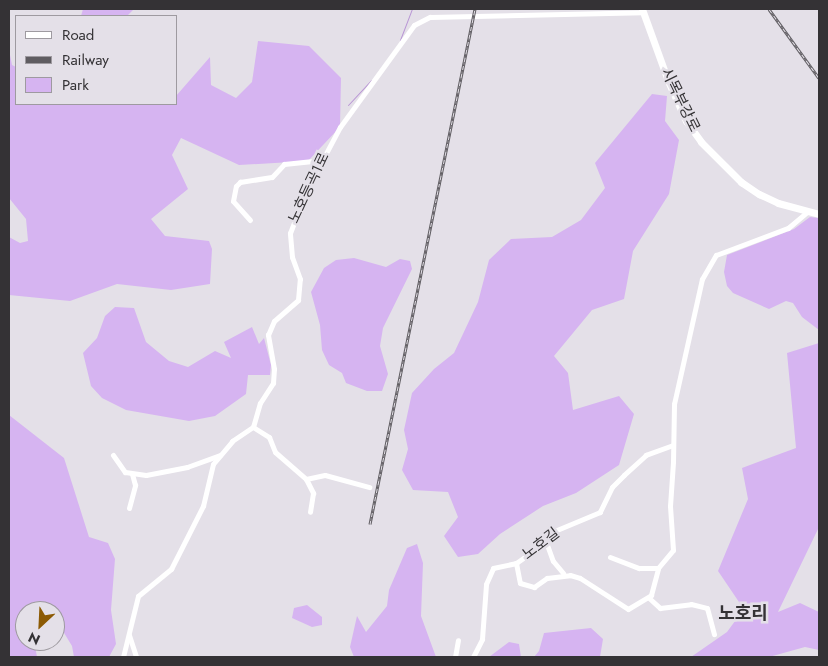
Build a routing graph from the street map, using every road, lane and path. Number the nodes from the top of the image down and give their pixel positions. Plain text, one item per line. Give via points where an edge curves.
1 (643, 10) edge
2 (320, 160) junction
3 (807, 212) junction
4 (819, 214) edge
5 (250, 220) dead end
6 (253, 427) junction
7 (673, 445) junction
8 (113, 454) dead end
9 (220, 455) junction
10 (132, 474) junction
11 (306, 479) junction
12 (369, 487) dead end
13 (129, 508) dead end
14 (310, 512) dead end
15 (546, 542) junction
16 (610, 557) dead end
17 (516, 563) junction
18 (658, 568) junction
19 (563, 574) junction
20 (648, 598) junction
21 (714, 634) dead end
22 (129, 635) junction
23 (458, 640) dead end
24 (123, 657) edge
25 (136, 657) edge
26 (455, 657) edge
27 (473, 657) edge

1 - 2 street, 노호등곡1로 via 419,20 340,127
1 - 3 main road, 시목부강로 via 668,82 686,121 701,142 747,186 778,203
2 - 5 street via 284,164 272,177 240,182 233,201
2 - 6 street, 노호등곡1로 via 290,233 292,257 300,279 298,300 270,326 268,336 275,377 260,403
3 - 4 main road, 시목부강로
3 - 7 street via 788,228 716,255 706,269 678,380
6 - 9 street via 232,441
6 - 11 street via 269,438 275,452
7 - 15 street, 노호길 via 646,455 612,487 600,512 552,532
7 - 18 street via 670,506 673,550
8 - 10 street via 120,468
9 - 10 street via 154,475
9 - 22 street via 209,473 203,506 171,569 138,596
10 - 13 street via 135,485
11 - 12 street via 325,475
11 - 14 street via 313,493
15 - 17 street, 노호길
15 - 19 street via 553,561
16 - 18 street via 639,568
17 - 19 street, 노호길 via 520,583 527,586 534,587
17 - 27 street via 493,568 486,584 482,639
18 - 20 street
19 - 20 street via 580,578 628,610
20 - 21 street via 660,608 687,604 707,608
22 - 24 street
22 - 25 street
23 - 26 street

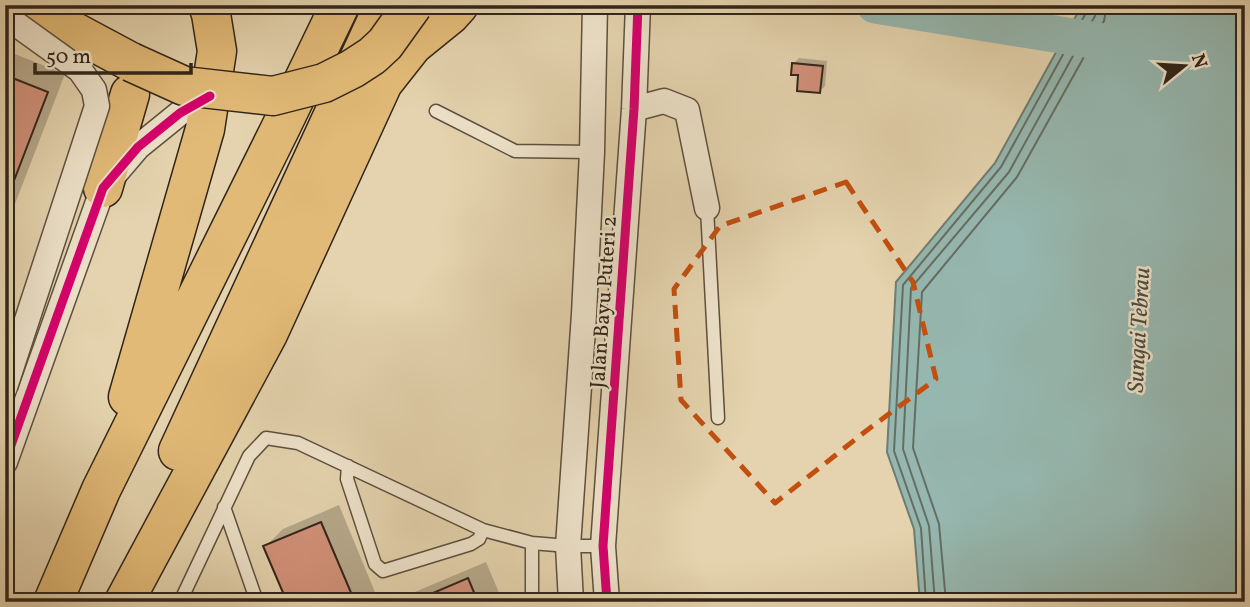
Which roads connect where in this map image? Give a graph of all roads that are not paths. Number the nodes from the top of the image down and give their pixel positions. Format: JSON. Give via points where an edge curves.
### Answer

About this task: Write the data out again word for word; leave the pictures behind.

Answer box:
Build a routing graph from the street map, using every road, lane and path. Number the nodes from the top of the image down and give their pixel positions. Plain text, one item per line. Give via points where an edge curves.
1 (643, 10) edge
2 (320, 160) junction
3 (807, 212) junction
4 (819, 214) edge
5 (250, 220) dead end
6 (253, 427) junction
7 (673, 445) junction
8 (113, 454) dead end
9 (220, 455) junction
10 (132, 474) junction
11 (306, 479) junction
12 (369, 487) dead end
13 (129, 508) dead end
14 (310, 512) dead end
15 (546, 542) junction
16 (610, 557) dead end
17 (516, 563) junction
18 (658, 568) junction
19 (563, 574) junction
20 (648, 598) junction
21 (714, 634) dead end
22 (129, 635) junction
23 (458, 640) dead end
24 (123, 657) edge
25 (136, 657) edge
26 (455, 657) edge
27 (473, 657) edge

1 - 2 street, 노호등곡1로 via 419,20 340,127
1 - 3 main road, 시목부강로 via 668,82 686,121 701,142 747,186 778,203
2 - 5 street via 284,164 272,177 240,182 233,201
2 - 6 street, 노호등곡1로 via 290,233 292,257 300,279 298,300 270,326 268,336 275,377 260,403
3 - 4 main road, 시목부강로
3 - 7 street via 788,228 716,255 706,269 678,380
6 - 9 street via 232,441
6 - 11 street via 269,438 275,452
7 - 15 street, 노호길 via 646,455 612,487 600,512 552,532
7 - 18 street via 670,506 673,550
8 - 10 street via 120,468
9 - 10 street via 154,475
9 - 22 street via 209,473 203,506 171,569 138,596
10 - 13 street via 135,485
11 - 12 street via 325,475
11 - 14 street via 313,493
15 - 17 street, 노호길
15 - 19 street via 553,561
16 - 18 street via 639,568
17 - 19 street, 노호길 via 520,583 527,586 534,587
17 - 27 street via 493,568 486,584 482,639
18 - 20 street
19 - 20 street via 580,578 628,610
20 - 21 street via 660,608 687,604 707,608
22 - 24 street
22 - 25 street
23 - 26 street

Which roads connect where in this map image? Give a graph of all roads that are not paths. Number the nodes from the top of the image down and give their pixel positions. Format: JSON. Give via points where an edge curves.
### Answer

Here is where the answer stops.